The force resulting therefrom and exerted on the governor sleeve 28 in the direction of the centrifugal forces must be large enough that even when the centrifugal forces fail, for example, if the flyweights stick the force causes the annular slide member 16 to be displaced toward a smaller delivery quantity, and adjustment lever 33 is to that extent also displaced into a position for a small delivery quantity. By this means, "racing" of the internal combustion engine is prevented.

Naturally, the invention is not limited to the type of distributor injection pump shown, but rather may be incorporated in every conceivable type of injection pump. Thus, the hydraulic force, for example, instead of arising through the pressure relief of an annular chamber, may be created in that, if, for example, no delivery pump pressure prevails in the surroundings of the centrifugal governor, such a pressure is conveyed into the chamber 41 formed between the governor sleeve 28 and the tang 34, and the chamber must then be embodied in an enclosed form.

The foregoing relates to a preferred embodiment of the invention, it being understood that other embodiments and variants thereof are possible within the spirit and scope of the invention, the latter being defined by the appended claims.

Claims

1. A fuel injection pump for internal combustion engines having a fuel delivery pump generating an rpm-dependent pressure and having an rpm governor, said governor including a tension lever for actuating a quantity control member which is engaged in the direction of decreasing injection quantity by a governor sleeve provided with a longitudinal bore by means of which it is slidable in sealingly manner on a tang and enclosing in said bore a damping chamber connected via a bore to surrounding rpm-dependent pressure, said rmp-dependent pressure creating a damping force acting on the governor sleeve, the governor sleeve being displaceable by means of flyweights as well as by a regulator spring whose force is variable through an adjustment lever characterized by the provision of at least one area of the governor sleeve exposed to a second force other than the damping chamber force, whereby the damping chamber force applies a resulting force on the governor sleeve in the direction of decreasing fuel quantity, which force displaces the governor sleeve toward downward fuel regulation irrespective of the action of the flyweights at the idling position of the adjustment lever but at a higher rpm than the idling rpm.

2. A fuel injection pump in accordance with claim 1, including said tang on which said governor sleeve is disposed in snug-fitting radial relationship for axial displacement, said governor sleeve defining with said tang a chamber which is under delivery pump pressure.
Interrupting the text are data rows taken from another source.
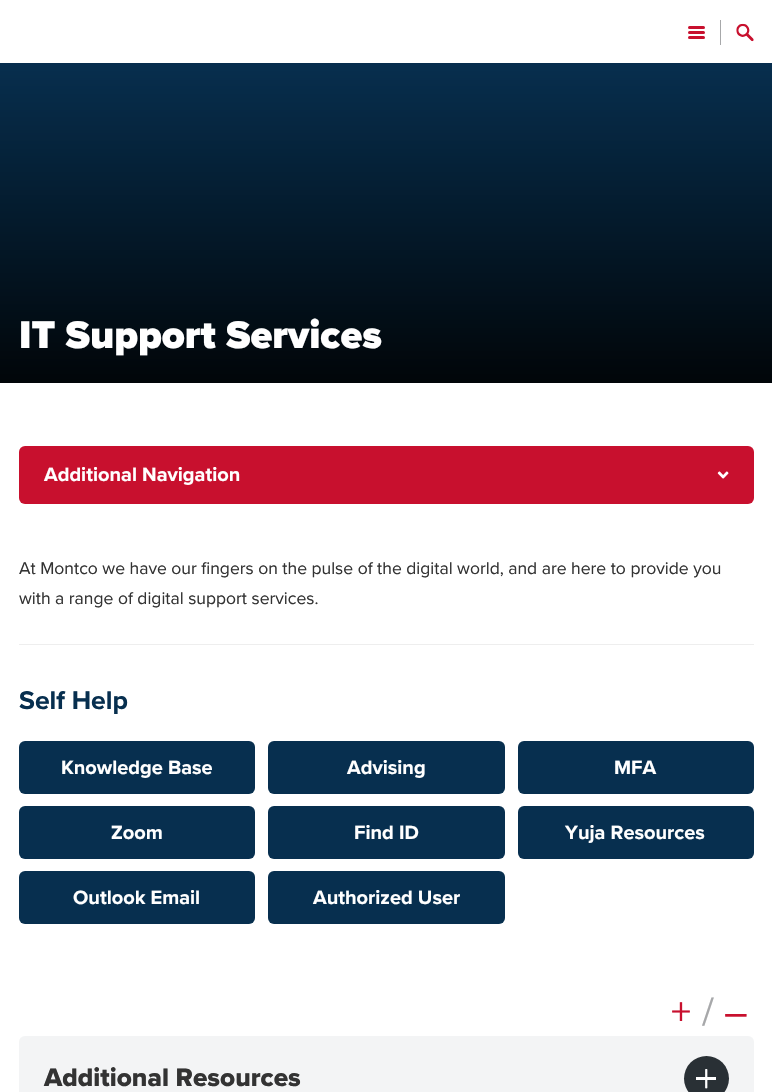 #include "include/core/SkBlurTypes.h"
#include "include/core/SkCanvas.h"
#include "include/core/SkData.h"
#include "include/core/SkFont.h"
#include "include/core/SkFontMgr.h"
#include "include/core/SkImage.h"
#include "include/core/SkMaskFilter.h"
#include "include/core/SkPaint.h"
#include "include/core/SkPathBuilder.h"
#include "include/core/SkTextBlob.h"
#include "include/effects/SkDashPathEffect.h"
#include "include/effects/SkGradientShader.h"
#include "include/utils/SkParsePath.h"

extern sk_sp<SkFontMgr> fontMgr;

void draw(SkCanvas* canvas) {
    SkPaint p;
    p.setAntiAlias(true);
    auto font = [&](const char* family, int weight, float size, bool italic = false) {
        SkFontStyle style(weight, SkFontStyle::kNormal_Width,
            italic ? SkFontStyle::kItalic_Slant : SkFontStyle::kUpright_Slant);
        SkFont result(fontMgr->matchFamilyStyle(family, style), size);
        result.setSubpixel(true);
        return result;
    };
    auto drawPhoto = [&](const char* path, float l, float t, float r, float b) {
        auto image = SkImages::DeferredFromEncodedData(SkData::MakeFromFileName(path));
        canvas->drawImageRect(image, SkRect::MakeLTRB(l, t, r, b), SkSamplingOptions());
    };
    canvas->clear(0xFFFFFFFF);
    p.setColor(0xFFA7A8AA);
    canvas->drawRect(SkRect::MakeLTRB(720, 20, 721, 45), p);
    p.setColor(0xFFC8102E);
    canvas->drawRoundRect(SkRect::MakeLTRB(688, 26, 705, 29), 1.5f, 1.5f, p);
    canvas->drawRoundRect(SkRect::MakeLTRB(688, 31, 705, 34), 1.5f, 1.5f, p);
    canvas->drawRoundRect(SkRect::MakeLTRB(688, 36, 705, 39), 1.5f, 1.5f, p);
    drawPhoto("media/1.png", 736, 23, 754, 42);
    {
        const SkColor colors[] = {0xFF072F4F, 0xFF010508};
        const float stops[] = {0, 1};
        const SkPoint ends[] = {{386, 59}, {386, 386}};
        p.setShader(SkGradientShader::MakeLinear(ends, colors, stops, 2, SkTileMode::kClamp));
        p.setAlpha(255);
    }
    canvas->drawRect(SkRect::MakeLTRB(0, 63, 772, 383), p);
    auto font1 = font("Proxima Nova", 900, 40);
    p.setShader(nullptr);
    p.setColor(0xFFFFFFFF);
    canvas->drawString("IT Support Services", 19, 348, font1, p);
    p.setColor(0xFFC8102E);
    canvas->drawRoundRect(SkRect::MakeLTRB(19, 446, 754, 504), 6, 6, p);
    auto font2 = font("Proxima Nova", 700, 20);
    p.setColor(0xFFFFFFFF);
    canvas->drawString("Additional Navigation", 44, 481, font2, p);
    drawPhoto("media/2.png", 717, 471, 729, 479);
    auto font3 = font("Proxima Nova", 400, 17.5f);
    p.setColor(0xFF333333);
    canvas->drawString("At Montco we have our fingers on the pulse of the digital world, and are here to provide you", 19, 574, font3, p);
    canvas->drawString("with a range of digital support services.", 19, 604, font3, p);
    p.setColor(0xFFEEEEEE);
    canvas->drawRect(SkRect::MakeLTRB(19, 644, 754, 645), p);
    auto font4 = font("Proxima Nova", 700, 26.5f);
    p.setColor(0xFF072F4F);
    canvas->drawString("Self Help", 19, 709, font4, p);
    canvas->drawRoundRect(SkRect::MakeLTRB(19, 741, 255, 794), 6, 6, p);
    p.setColor(0xFFFFFFFF);
    canvas->drawString("Knowledge Base", 61, 774, font2, p);
    p.setColor(0xFF072F4F);
    canvas->drawRoundRect(SkRect::MakeLTRB(268, 741, 505, 794), 6, 6, p);
    p.setColor(0xFFFFFFFF);
    canvas->drawString("Advising", 347, 774, font2, p);
    p.setColor(0xFF072F4F);
    canvas->drawRoundRect(SkRect::MakeLTRB(518, 741, 754, 794), 6, 6, p);
    p.setColor(0xFFFFFFFF);
    canvas->drawString("MFA", 614, 774, font2, p);
    p.setColor(0xFF072F4F);
    canvas->drawRoundRect(SkRect::MakeLTRB(19, 806, 255, 859), 6, 6, p);
    p.setColor(0xFFFFFFFF);
    canvas->drawString("Zoom", 111, 839, font2, p);
    p.setColor(0xFF072F4F);
    canvas->drawRoundRect(SkRect::MakeLTRB(268, 806, 505, 859), 6, 6, p);
    p.setColor(0xFFFFFFFF);
    canvas->drawString("Find ID", 354, 839, font2, p);
    p.setColor(0xFF072F4F);
    canvas->drawRoundRect(SkRect::MakeLTRB(518, 806, 754, 859), 6, 6, p);
    p.setColor(0xFFFFFFFF);
    canvas->drawString("Yuja Resources", 565, 839, font2, p);
    p.setColor(0xFF072F4F);
    canvas->drawRoundRect(SkRect::MakeLTRB(19, 871, 255, 924), 6, 6, p);
    p.setColor(0xFFFFFFFF);
    canvas->drawString("Outlook Email", 73, 904, font2, p);
    p.setColor(0xFF072F4F);
    canvas->drawRoundRect(SkRect::MakeLTRB(268, 871, 505, 924), 6, 6, p);
    p.setColor(0xFFFFFFFF);
    canvas->drawString("Authorized User", 313, 904, font2, p);
    auto font5 = font("Proxima Nova", 400, 40);
    p.setColor(0xFFC8102E);
    canvas->drawString("+", 671, 1025, font5, p);
    p.setColor(0xFFA7A8AA);
    canvas->drawString("/", 702, 1025, font5, p);
    p.setColor(0xFFC8102E);
    canvas->drawString("–", 724, 1025, font5, p);
    p.setColor(0xFFF3F4F5);
    canvas->drawRoundRect(SkRect::MakeLTRB(19, 1036, 754, 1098), 6, 6, p);
    auto font6 = font("Proxima Nova", 800, 26.25f);
    p.setColor(0xFF333333);
    canvas->drawString("Additional Resources", 44, 1086, font6, p);
    p.setColor(0xFF293035);
    canvas->drawCircle(706.5f, 1078.5f, 22.5f, p);
    drawPhoto("media/3.png", 705, 1069, 708, 1089);
    p.setColor(0xFFFFFFFF);
    canvas->drawRect(SkRect::MakeLTRB(696, 1077, 716, 1080), p);
} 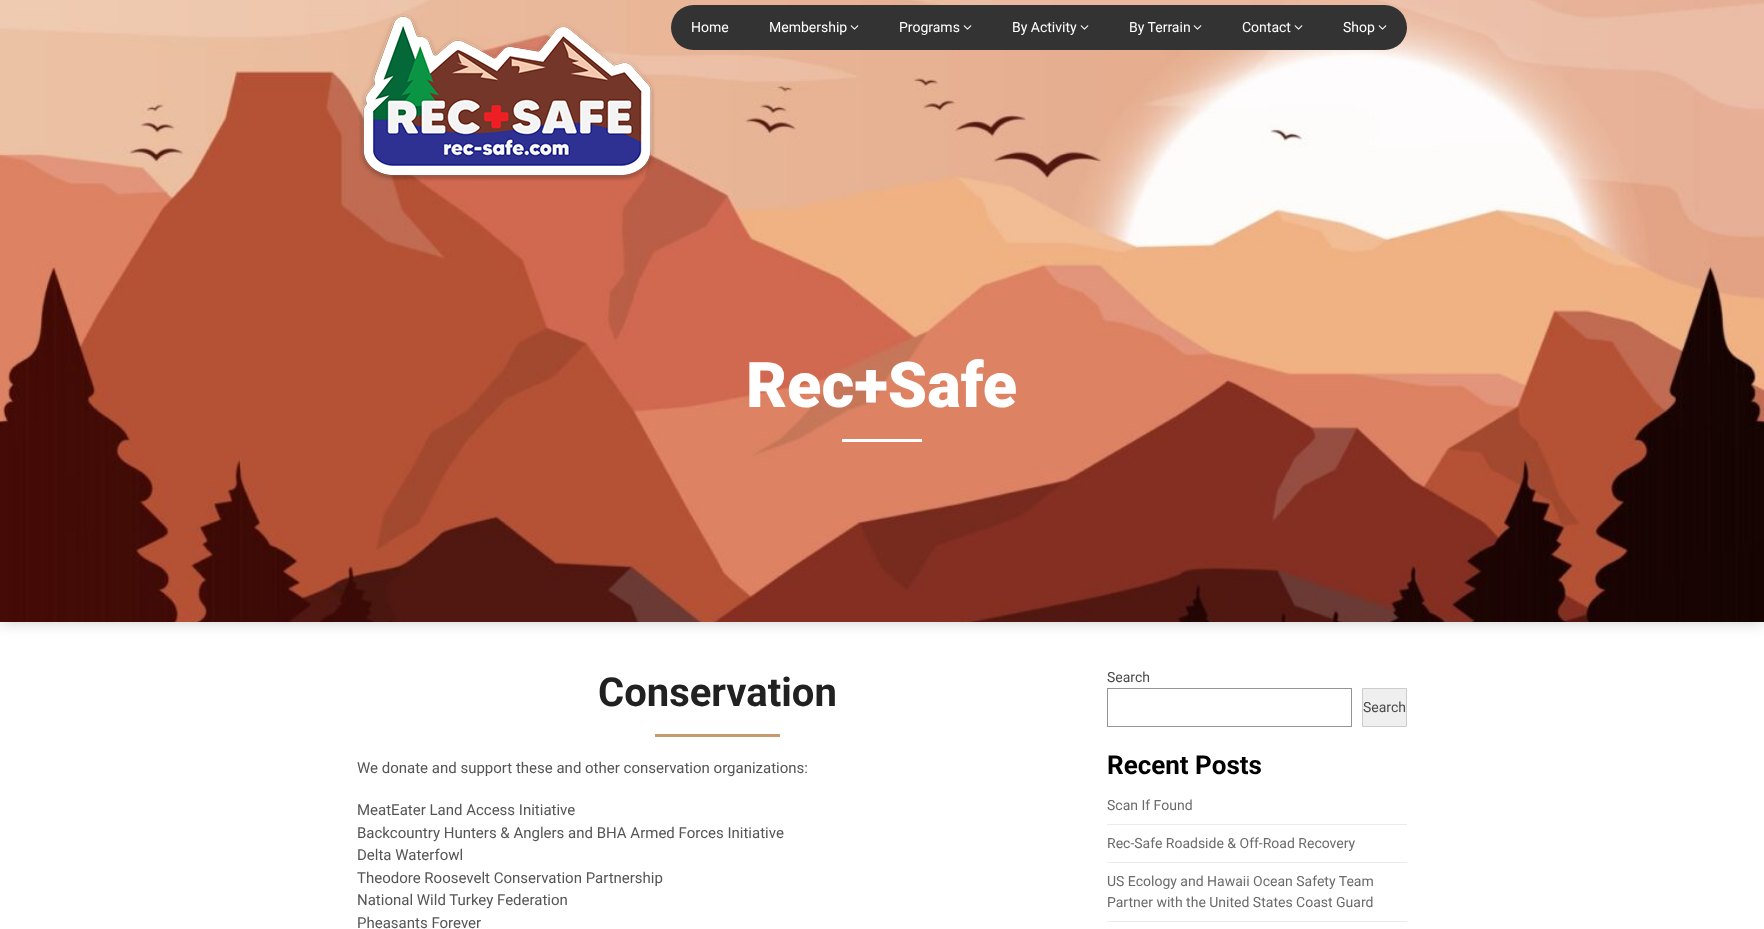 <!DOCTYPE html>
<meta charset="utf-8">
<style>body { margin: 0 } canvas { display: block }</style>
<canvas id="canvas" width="1764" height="929"></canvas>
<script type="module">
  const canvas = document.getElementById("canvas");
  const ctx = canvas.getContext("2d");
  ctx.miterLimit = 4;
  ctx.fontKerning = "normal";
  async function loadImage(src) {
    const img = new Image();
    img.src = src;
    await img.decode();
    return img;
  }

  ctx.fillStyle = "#ffffff";
  ctx.fillRect(0, 0, 1764, 929);
  ctx.fillStyle = "rgba(0, 0, 0, 0.2)";
  ctx.filter = "blur(7.5px)";
  ctx.beginPath();
  ctx.rect(0, 0, 1764, 622);
  ctx.fill();
  ctx.filter = "none";
  ctx.drawImage(await loadImage("img1.png"), 0, 0, 1764, 622);
  ctx.drawImage(await loadImage("img2.png"), 359, 14, 296, 167);
  ctx.fillStyle = "#333333";
  ctx.beginPath();
  ctx.roundRect(671, 5, 736, 45, 22.5);
  ctx.fill();
  ctx.font = "14px Roboto";
  ctx.fillStyle = "#ffffff";
  ctx.fillText("Home", 691, 32);
  ctx.fillText("Membership", 769, 32);
  ctx.drawImage(await loadImage("img3.png"), 850, 25, 9, 5);
  ctx.fillText("Programs", 899, 32);
  ctx.drawImage(await loadImage("img3.png"), 963, 25, 9, 5);
  ctx.fillText("By Activity", 1012, 32);
  ctx.drawImage(await loadImage("img3.png"), 1080, 25, 9, 5);
  ctx.fillText("By Terrain", 1129, 32);
  ctx.drawImage(await loadImage("img3.png"), 1193, 25, 9, 5);
  ctx.fillText("Contact", 1242, 32);
  ctx.drawImage(await loadImage("img3.png"), 1294, 25, 9, 5);
  ctx.fillText("Shop", 1343, 32);
  ctx.drawImage(await loadImage("img3.png"), 1378, 25, 9, 5);
  ctx.font = "900 63px Roboto";
  ctx.fillText("Rec+Safe", 746, 407);
  ctx.fillRect(842, 439, 80, 3);
  ctx.font = "bold 40px Roboto";
  ctx.fillStyle = "#212121";
  ctx.fillText("Conservation", 598, 706);
  ctx.fillStyle = "#c69c6d";
  ctx.fillRect(655, 734, 125, 3);
  ctx.font = "15px Roboto";
  ctx.fillStyle = "#555555";
  ctx.fillText("We donate and support these and other conservation organizations:", 357, 773);
  ctx.fillText("MeatEater Land Access Initiative", 357, 815);
  ctx.fillText("Backcountry Hunters & Anglers and BHA Armed Forces Initiative", 357, 838);
  ctx.fillText("Delta Waterfowl", 357, 860);
  ctx.fillText("Theodore Roosevelt Conservation Partnership", 357, 883);
  ctx.fillText("National Wild Turkey Federation", 357, 905);
  ctx.fillText("Pheasants Forever", 357, 928);
  ctx.font = "14px Roboto";
  ctx.fillStyle = "#4a4a4a";
  ctx.fillText("Search", 1107, 682);
  ctx.strokeStyle = "#949494";
  ctx.strokeRect(1107.5, 688.5, 244, 38);
  ctx.fillStyle = "#efefef";
  ctx.beginPath();
  ctx.rect(1362.5, 688.5, 44, 38);
  ctx.fill();
  ctx.strokeStyle = "#cccccc";
  ctx.stroke();
  ctx.fillStyle = "#4a4a4a";
  ctx.fillText("Search", 1363, 712);
  ctx.font = "bold 26px Roboto";
  ctx.fillStyle = "#000000";
  ctx.fillText("Recent Posts", 1107, 774);
  ctx.fillStyle = "#ebebeb";
  ctx.fillRect(1107, 824, 300, 1);
  ctx.font = "14px Roboto";
  ctx.fillStyle = "#6b6b6b";
  ctx.fillText("Scan If Found", 1107, 810);
  ctx.fillStyle = "#ebebeb";
  ctx.fillRect(1107, 862, 300, 1);
  ctx.fillStyle = "#6b6b6b";
  ctx.fillText("Rec-Safe Roadside & Off-Road Recovery", 1107, 848);
  ctx.fillStyle = "#ebebeb";
  ctx.fillRect(1107, 921, 300, 1);
  ctx.fillStyle = "#6b6b6b";
  ctx.fillText("US Ecology and Hawaii Ocean Safety Team", 1107, 886);
  ctx.fillText("Partner with the United States Coast Guard", 1107, 907);
</script>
3. A fuel injection pump in accordance with claim 2, wherein said governor sleeve is provided with a bore and is surrounded by fuel under delivery pump pressure within a volume, said governor sleeve bore leading from said chamber defined by said sleeve and said tang to said suction chamber, said tang having a head for the purpose of attaining a supplemental force acting in the centrifugal force direction, said governor sleeve having an interior bore provided with a section of enlarged diameter for slidably accommodating said tang head, said tang head and said section of enlarged diameter defining an annular chamber, and a channel for pressure-relieving said annular chamber towards said sleeve surrounding volume in a sealed manner.

4. A fuel injection pump in accordance with claim 3, wherein said channel extends with said tang in the form of a bore having sections.

5. A fuel injection pump in accordance with claim 4, wherein said channel communicates with the suction side of the delivery pump.